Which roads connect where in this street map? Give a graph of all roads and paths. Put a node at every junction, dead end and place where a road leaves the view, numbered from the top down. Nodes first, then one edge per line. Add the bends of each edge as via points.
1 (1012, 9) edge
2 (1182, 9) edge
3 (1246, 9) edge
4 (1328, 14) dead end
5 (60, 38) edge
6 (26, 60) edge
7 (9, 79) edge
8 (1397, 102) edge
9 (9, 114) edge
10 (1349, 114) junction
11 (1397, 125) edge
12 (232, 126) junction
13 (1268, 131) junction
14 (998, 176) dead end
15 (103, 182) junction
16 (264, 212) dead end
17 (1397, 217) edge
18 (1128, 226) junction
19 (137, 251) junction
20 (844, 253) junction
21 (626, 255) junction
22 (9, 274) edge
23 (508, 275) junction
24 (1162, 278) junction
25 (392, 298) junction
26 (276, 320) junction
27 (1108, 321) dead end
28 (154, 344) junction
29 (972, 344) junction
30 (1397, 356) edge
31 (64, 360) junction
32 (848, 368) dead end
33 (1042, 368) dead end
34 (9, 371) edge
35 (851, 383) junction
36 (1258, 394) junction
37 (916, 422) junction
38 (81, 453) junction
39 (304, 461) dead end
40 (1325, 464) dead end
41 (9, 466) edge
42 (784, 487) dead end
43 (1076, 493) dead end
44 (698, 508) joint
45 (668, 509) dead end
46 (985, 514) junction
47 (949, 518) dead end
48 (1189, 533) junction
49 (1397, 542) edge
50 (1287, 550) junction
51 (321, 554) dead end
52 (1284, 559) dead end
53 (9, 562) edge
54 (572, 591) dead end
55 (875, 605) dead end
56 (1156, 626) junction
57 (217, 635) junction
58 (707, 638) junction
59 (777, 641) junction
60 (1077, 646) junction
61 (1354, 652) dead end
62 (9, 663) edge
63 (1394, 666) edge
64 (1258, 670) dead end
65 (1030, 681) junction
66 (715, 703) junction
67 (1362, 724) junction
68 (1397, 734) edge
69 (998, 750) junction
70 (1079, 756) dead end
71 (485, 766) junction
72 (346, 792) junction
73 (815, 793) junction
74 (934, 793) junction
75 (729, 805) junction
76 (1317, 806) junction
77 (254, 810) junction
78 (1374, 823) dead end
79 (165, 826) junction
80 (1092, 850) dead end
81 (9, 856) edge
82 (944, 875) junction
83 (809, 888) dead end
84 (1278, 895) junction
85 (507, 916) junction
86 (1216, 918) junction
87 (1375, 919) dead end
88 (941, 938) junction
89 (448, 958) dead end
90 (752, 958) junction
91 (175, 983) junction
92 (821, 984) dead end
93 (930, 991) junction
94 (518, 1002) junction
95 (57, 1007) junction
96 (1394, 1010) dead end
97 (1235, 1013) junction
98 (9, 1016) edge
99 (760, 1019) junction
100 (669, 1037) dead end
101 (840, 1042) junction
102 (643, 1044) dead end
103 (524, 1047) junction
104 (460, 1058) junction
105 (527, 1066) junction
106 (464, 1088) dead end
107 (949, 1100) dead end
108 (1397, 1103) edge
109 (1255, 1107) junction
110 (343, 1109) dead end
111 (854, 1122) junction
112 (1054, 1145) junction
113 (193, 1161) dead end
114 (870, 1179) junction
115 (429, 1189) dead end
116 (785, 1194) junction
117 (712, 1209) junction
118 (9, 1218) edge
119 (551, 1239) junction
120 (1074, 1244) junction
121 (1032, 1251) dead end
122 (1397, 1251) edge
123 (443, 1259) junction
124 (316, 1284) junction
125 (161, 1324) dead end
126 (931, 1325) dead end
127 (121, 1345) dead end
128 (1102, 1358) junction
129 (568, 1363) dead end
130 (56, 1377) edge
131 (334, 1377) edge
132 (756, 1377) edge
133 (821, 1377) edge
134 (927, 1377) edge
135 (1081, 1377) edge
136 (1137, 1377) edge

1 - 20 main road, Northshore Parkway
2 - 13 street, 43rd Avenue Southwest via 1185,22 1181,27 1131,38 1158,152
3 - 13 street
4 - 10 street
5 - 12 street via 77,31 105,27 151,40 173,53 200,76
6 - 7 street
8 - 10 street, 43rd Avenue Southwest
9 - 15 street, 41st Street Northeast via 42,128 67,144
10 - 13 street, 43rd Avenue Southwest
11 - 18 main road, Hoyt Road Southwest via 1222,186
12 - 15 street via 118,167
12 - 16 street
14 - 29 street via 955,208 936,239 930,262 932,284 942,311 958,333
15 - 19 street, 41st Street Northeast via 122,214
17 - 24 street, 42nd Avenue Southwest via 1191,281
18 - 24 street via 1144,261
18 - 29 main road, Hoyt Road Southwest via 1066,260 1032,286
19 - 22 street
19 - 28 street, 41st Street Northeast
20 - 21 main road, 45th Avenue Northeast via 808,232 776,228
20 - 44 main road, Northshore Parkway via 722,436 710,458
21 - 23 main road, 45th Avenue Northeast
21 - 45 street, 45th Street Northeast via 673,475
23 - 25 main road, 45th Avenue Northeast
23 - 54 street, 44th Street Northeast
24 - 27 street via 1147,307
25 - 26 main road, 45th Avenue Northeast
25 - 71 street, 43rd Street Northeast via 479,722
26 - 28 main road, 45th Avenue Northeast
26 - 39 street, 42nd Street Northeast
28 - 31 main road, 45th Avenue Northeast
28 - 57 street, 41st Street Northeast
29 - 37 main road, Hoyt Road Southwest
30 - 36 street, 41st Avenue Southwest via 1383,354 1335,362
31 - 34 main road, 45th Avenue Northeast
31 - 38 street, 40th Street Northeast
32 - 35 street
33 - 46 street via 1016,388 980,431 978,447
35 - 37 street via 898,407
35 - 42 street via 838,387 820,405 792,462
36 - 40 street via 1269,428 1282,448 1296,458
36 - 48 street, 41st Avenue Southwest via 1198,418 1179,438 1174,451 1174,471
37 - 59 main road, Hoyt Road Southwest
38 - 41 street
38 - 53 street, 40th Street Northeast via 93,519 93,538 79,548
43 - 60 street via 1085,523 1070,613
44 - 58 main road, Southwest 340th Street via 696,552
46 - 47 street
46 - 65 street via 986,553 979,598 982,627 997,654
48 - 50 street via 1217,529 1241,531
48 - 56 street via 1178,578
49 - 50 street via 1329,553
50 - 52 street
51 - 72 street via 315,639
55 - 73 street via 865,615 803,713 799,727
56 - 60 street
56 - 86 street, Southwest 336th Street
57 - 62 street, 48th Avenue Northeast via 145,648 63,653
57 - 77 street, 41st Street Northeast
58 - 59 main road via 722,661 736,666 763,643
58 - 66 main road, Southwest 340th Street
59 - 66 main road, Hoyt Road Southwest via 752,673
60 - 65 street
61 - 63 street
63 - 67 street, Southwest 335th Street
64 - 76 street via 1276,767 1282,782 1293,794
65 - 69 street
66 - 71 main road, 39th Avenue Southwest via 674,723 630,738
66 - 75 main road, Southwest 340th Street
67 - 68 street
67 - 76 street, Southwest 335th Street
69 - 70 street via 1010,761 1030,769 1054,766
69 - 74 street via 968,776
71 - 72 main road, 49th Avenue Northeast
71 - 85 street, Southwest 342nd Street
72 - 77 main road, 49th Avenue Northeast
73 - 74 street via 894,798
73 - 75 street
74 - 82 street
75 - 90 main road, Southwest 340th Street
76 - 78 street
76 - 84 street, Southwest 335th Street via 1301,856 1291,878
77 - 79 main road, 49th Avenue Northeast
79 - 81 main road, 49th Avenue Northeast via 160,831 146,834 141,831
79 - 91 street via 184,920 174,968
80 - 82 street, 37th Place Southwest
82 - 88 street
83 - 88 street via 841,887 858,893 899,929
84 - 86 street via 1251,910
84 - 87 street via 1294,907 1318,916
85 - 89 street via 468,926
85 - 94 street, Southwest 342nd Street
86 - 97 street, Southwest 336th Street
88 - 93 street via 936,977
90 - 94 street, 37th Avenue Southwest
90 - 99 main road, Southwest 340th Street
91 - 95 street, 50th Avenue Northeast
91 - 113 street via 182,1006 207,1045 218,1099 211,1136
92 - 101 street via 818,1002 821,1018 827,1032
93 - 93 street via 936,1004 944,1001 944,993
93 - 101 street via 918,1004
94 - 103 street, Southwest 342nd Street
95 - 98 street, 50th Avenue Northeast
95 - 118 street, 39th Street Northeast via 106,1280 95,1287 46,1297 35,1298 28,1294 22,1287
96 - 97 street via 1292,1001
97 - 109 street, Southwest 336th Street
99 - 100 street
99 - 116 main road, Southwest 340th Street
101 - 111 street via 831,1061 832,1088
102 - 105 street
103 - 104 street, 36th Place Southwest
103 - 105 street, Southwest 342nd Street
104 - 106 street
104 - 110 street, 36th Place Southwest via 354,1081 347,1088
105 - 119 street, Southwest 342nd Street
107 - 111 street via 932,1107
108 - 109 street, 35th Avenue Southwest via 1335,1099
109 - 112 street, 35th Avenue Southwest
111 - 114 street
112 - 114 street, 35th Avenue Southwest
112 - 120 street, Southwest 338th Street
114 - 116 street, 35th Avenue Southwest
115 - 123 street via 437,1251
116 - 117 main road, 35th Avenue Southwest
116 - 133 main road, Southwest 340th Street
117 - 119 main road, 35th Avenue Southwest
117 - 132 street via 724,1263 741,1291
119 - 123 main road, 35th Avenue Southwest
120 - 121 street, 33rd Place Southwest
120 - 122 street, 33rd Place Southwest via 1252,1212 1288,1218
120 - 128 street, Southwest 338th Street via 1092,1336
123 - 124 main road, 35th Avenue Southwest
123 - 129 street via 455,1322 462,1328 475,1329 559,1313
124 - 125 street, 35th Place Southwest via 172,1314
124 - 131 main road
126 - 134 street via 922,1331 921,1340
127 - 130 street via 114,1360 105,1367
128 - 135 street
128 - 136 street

===

After checking the entries, state how many lines contain "Northshore", and write nothing but the number.

2